How long do we have? (USA Politics)

Interesting forward I got:


How Long Do We Have?

About the time our original thirteen states adopted their new constitution in 1787, Alexander Tyler, a Scottish history professor at the University of Edinburgh, had this to say about the fall of the Athenian Republic some 2,000 years earlier:

“A democracy is always temporary in nature; it simply cannot exist as a permanent form of government.”

“A democracy will continue to exist up until the time that voters discover they can vote themselves generous gifts from the public treasury.”

“From that moment on, the majority always vote for the candidates who promise the most benefits from the public treasury, with the result that every democracy will finally collapse due to loose fiscal policy, which is always followed by a dictatorship.”

“The average age of the world’s greatest civilizations from the beginning of history, has been about 200 years.”

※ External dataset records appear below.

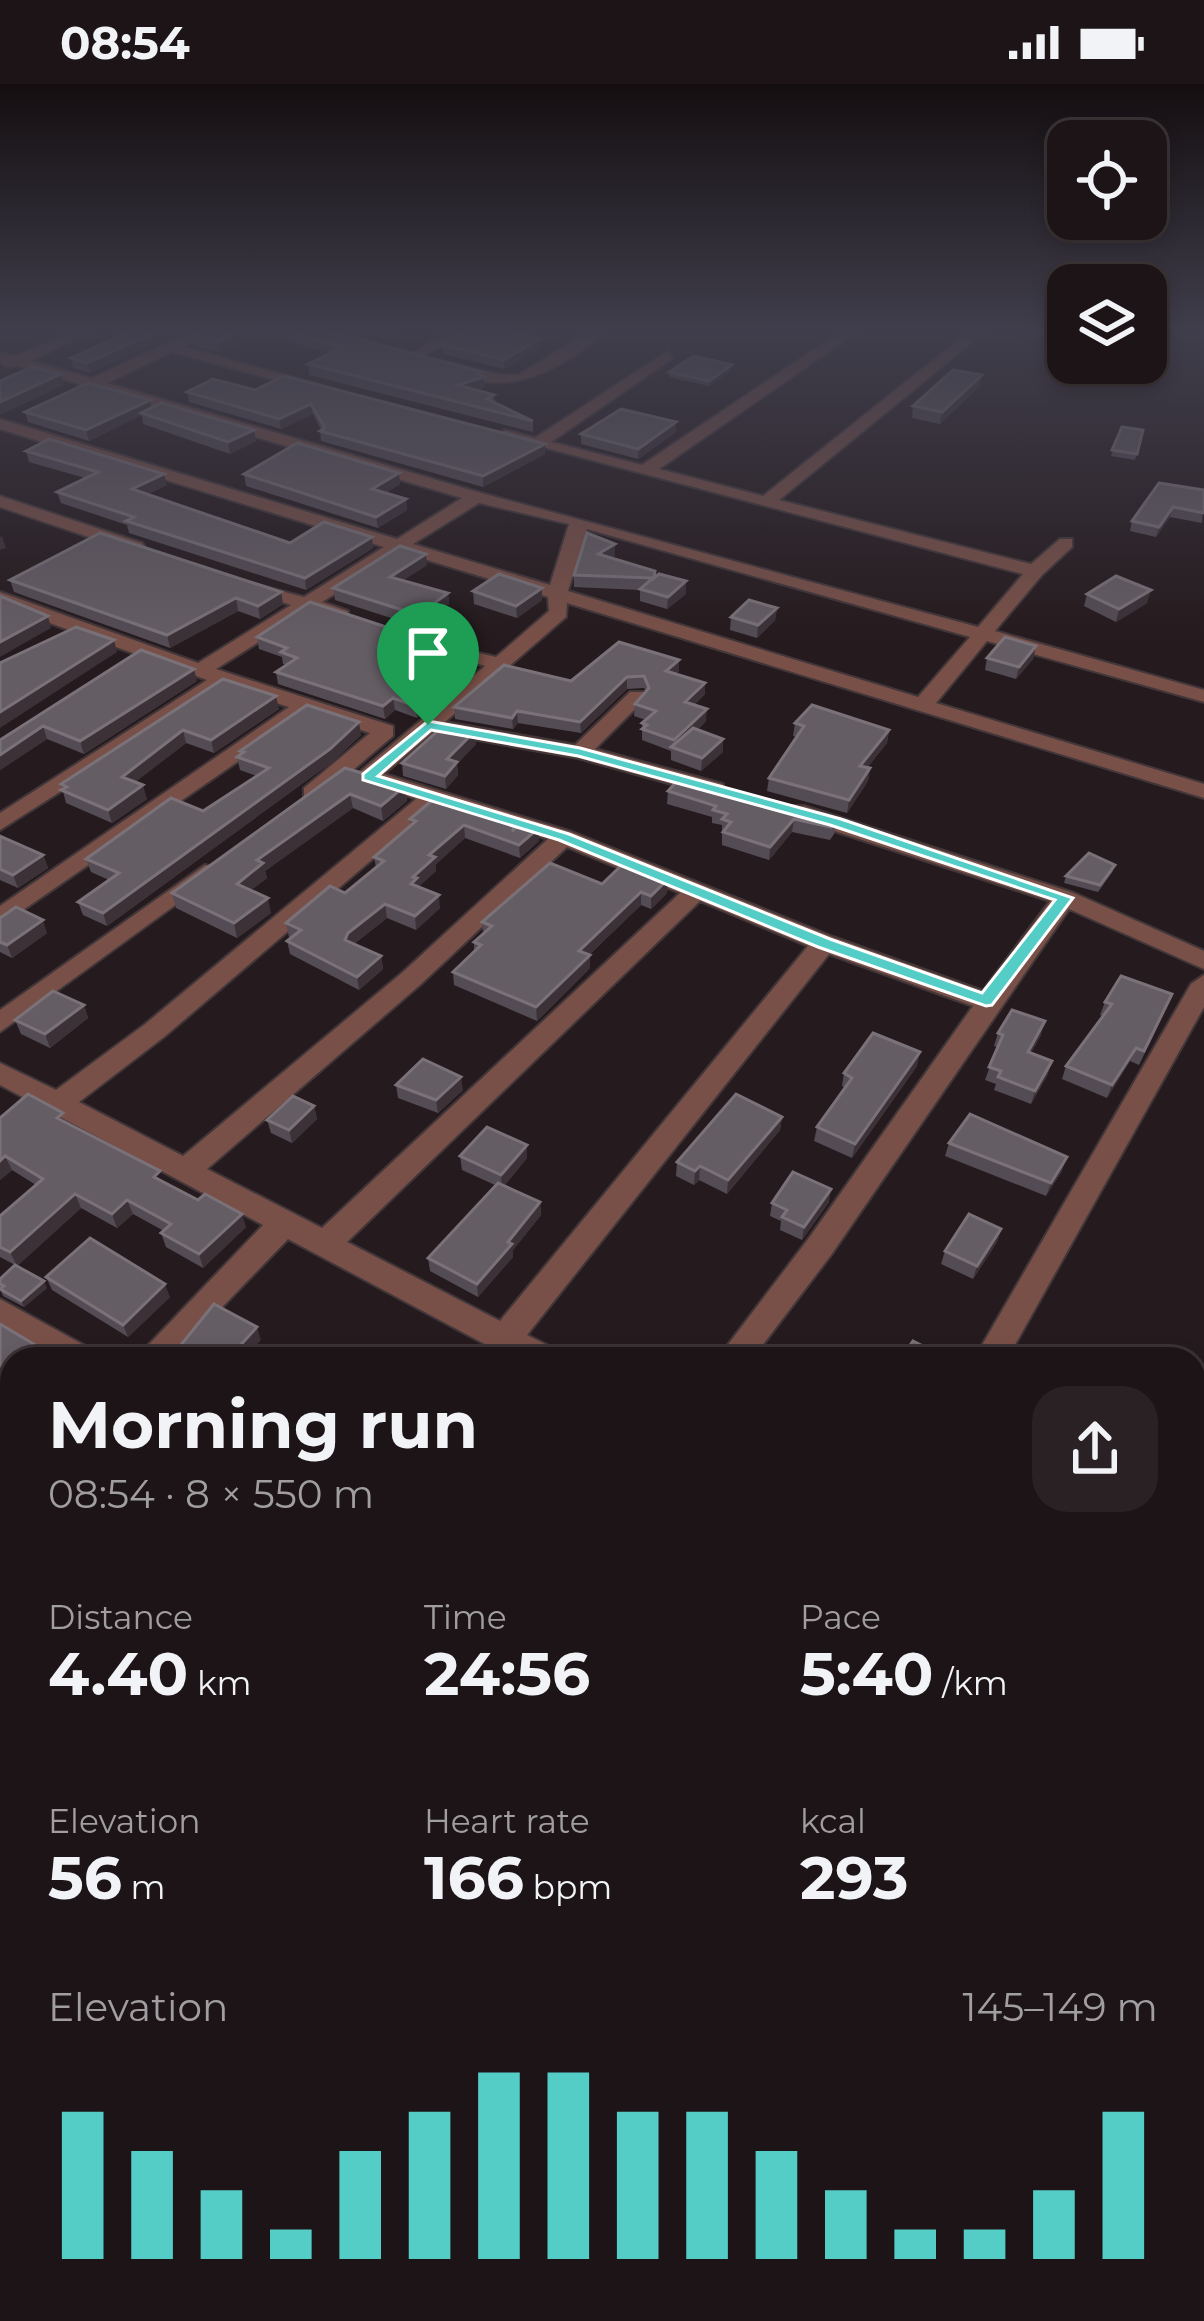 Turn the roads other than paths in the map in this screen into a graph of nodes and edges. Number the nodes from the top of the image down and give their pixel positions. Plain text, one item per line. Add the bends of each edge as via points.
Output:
1 (47, 434) edge
2 (250, 434) edge
3 (505, 434) edge
4 (551, 434) edge
5 (699, 434) edge
6 (850, 434) edge
7 (538, 443) junction
8 (645, 471) junction
9 (476, 497) junction
10 (0, 502) edge
11 (766, 502) junction
12 (578, 521) junction
13 (1066, 543) dead end
14 (399, 548) junction
15 (154, 553) edge
16 (1036, 571) junction
17 (219, 575) edge
18 (554, 592) junction
19 (4, 603) edge
20 (307, 605) junction
21 (372, 625) edge
22 (80, 626) junction
23 (982, 634) junction
24 (60, 637) edge
25 (415, 638) edge
26 (145, 648) junction
27 (502, 665) junction
28 (109, 671) edge
29 (214, 674) junction
30 (637, 696) edge
31 (1204, 696) edge
32 (307, 704) junction
33 (923, 705) junction
34 (428, 725) junction
35 (580, 752) junction
36 (356, 773) junction
37 (1204, 790) edge
38 (729, 793) edge
39 (431, 798) junction
40 (772, 804) edge
41 (286, 812) edge
42 (0, 823) edge
43 (564, 837) junction
44 (229, 854) edge
45 (696, 890) junction
46 (1065, 898) junction
47 (0, 918) edge
48 (824, 943) junction
49 (1204, 961) edge
50 (1204, 984) edge
51 (986, 1001) junction
52 (0, 1023) edge
53 (0, 1073) edge
54 (58, 1103) junction
55 (185, 1171) junction
56 (283, 1224) junction
57 (323, 1246) junction
58 (0, 1312) edge
59 (505, 1340) junction
60 (59, 1347) edge
61 (163, 1347) edge
62 (519, 1347) edge
63 (743, 1347) edge
64 (997, 1347) edge

1 - 14 street
2 - 9 street
3 - 7 street
4 - 7 street
5 - 8 street
6 - 11 street
7 - 8 street
8 - 11 street
9 - 12 street
9 - 14 street
10 - 15 street
11 - 16 street
12 - 18 street
12 - 23 street
13 - 16 street
14 - 18 street
14 - 20 street
16 - 23 street
17 - 20 street
18 - 27 street via 559,614
18 - 33 street
19 - 22 street
20 - 21 street
20 - 29 street
22 - 24 street
22 - 26 street
23 - 31 street
23 - 33 street
25 - 27 street
26 - 28 street
26 - 29 street
27 - 34 street
29 - 32 street
29 - 42 street
30 - 35 street
32 - 36 street via 385,731
32 - 47 street
33 - 37 street
34 - 35 street
34 - 36 street
35 - 38 street
36 - 39 street
36 - 41 street
39 - 43 street
39 - 54 street
40 - 46 street
43 - 45 street
43 - 55 street
44 - 52 street
45 - 48 street
45 - 57 street
46 - 49 street
46 - 51 street
48 - 51 street
48 - 59 street
50 - 64 street
51 - 63 street via 806,1272
53 - 54 street
54 - 55 street
55 - 56 street
56 - 57 street
56 - 61 street
57 - 59 street
58 - 60 street
59 - 62 street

"During those 200 years, those nations always progressed through the following sequence:

  1. from bondage to spiritual faith;
  2. from spiritual faith to great courage;
  3. from courage to liberty;
  4. from liberty to abundance;
  5. from abundance to complacency;
  6. from complacency to apathy;
  7. from apathy to dependence;
  8. from dependence back into bondage"

Professor Joseph Olson of Hamline University School of Law, St. Paul, Minnesota, points out some interesting facts concerning the 2000 Presidential election:

Number of States won by:
Gore: 19
Bush: 29

Square miles of land won by:
Gore: 580,000
Bush: 2,427,000

Population of counties won by:
Gore: 127 million
Bush: 143 million

Murder rate per 100,000 residents in counties won by:
Gore: 13.2
Bush: 2.1

Professor Olson adds: “In aggregate, the map of the territory Bush won was mostly the land owned by the taxpaying citizens of this great country. Gore’s territory mostly encompassed those citizens living in government-owned tenements and living off various forms of government welfare…”

Olson believes the United States is now somewhere between the complacency and apathy" phase of Professor Tyler’s definition of democracy, with some forty percent of the nation’s population already having reached the “governmental dependency” phase.

If Congress grants amnesty and citizenship to twenty million criminal invaders called illegals and they vote, then we can say goodbye to the USA in fewer than five years.

Unfortunately, those who pass this on will be members of the taxpaying public, not the freeloaders.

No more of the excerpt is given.